How to deal with the split-brain problem in kvrocks
Hi guys, while analyzing the use of a controller to manage KVrocks clusters in a multi-AZ deployment, we identified a risk of split-brain scenarios. For example, in the diagram below, when a network partition occurs:
- The connection between the Load Balancer (LB) and Node N1 remains functional
- But the connection between the Controller Master and Node N1 fails due to network issues This causes the Controller Master to mistakenly mark N1 as faulty and trigger failover, promoting N1's slave to master. However, N1 is actually healthy and continues to accept writes from the LB. Result : Two active masters (split-brain) exist for the same shard, leading to data inconsistency.
In the current solution, this situation can occur in many scenarios, in addition to network partitions, there are also instances that hang for a while and then recover during failover and provide write services normally.
Hi @Allen315, thanks for your report.
The connection between the Load Balancer (LB) and Node N1 remains functional
Yes, it is known issue.

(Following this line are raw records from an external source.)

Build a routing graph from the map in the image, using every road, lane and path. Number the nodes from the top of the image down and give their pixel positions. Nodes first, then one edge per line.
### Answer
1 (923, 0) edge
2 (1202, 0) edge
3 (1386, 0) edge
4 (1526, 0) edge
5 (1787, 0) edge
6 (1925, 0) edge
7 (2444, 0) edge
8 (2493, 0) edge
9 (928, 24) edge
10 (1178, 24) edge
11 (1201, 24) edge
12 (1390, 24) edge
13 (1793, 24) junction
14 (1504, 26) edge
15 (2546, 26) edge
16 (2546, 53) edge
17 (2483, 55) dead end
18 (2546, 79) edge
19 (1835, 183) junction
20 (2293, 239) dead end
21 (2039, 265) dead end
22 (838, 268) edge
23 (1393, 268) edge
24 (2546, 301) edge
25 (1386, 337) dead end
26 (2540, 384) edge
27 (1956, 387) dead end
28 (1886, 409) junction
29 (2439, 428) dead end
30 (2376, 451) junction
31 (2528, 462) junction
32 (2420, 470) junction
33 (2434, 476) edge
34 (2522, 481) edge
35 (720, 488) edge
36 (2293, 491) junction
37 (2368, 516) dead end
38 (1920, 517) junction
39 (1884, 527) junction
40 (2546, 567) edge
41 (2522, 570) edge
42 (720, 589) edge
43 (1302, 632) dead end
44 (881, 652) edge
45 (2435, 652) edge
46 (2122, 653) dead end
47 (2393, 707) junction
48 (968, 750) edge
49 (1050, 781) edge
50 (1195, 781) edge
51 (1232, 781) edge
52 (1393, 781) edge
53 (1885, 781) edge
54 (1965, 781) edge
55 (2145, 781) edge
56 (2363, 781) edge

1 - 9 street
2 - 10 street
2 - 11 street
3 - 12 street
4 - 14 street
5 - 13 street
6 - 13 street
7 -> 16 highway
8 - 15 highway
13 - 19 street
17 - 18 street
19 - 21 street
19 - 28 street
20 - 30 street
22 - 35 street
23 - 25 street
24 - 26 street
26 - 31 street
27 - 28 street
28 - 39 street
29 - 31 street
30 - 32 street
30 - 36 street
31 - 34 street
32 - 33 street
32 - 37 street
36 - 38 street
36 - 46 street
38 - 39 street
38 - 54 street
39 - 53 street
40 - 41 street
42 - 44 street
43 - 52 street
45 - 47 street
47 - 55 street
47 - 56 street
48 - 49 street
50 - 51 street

And perhaps we could improve this by using multiple nodes to detect the healthy status instead of the leader node only. Will do this when I get time and PR is also welcomed.
there are also instances that hang for a while and then recover during failover and provide write services normally.
It's expected to promote a new master instance if it's unresponsive. You can also increase the failover detect times and interval to mitigate this issue.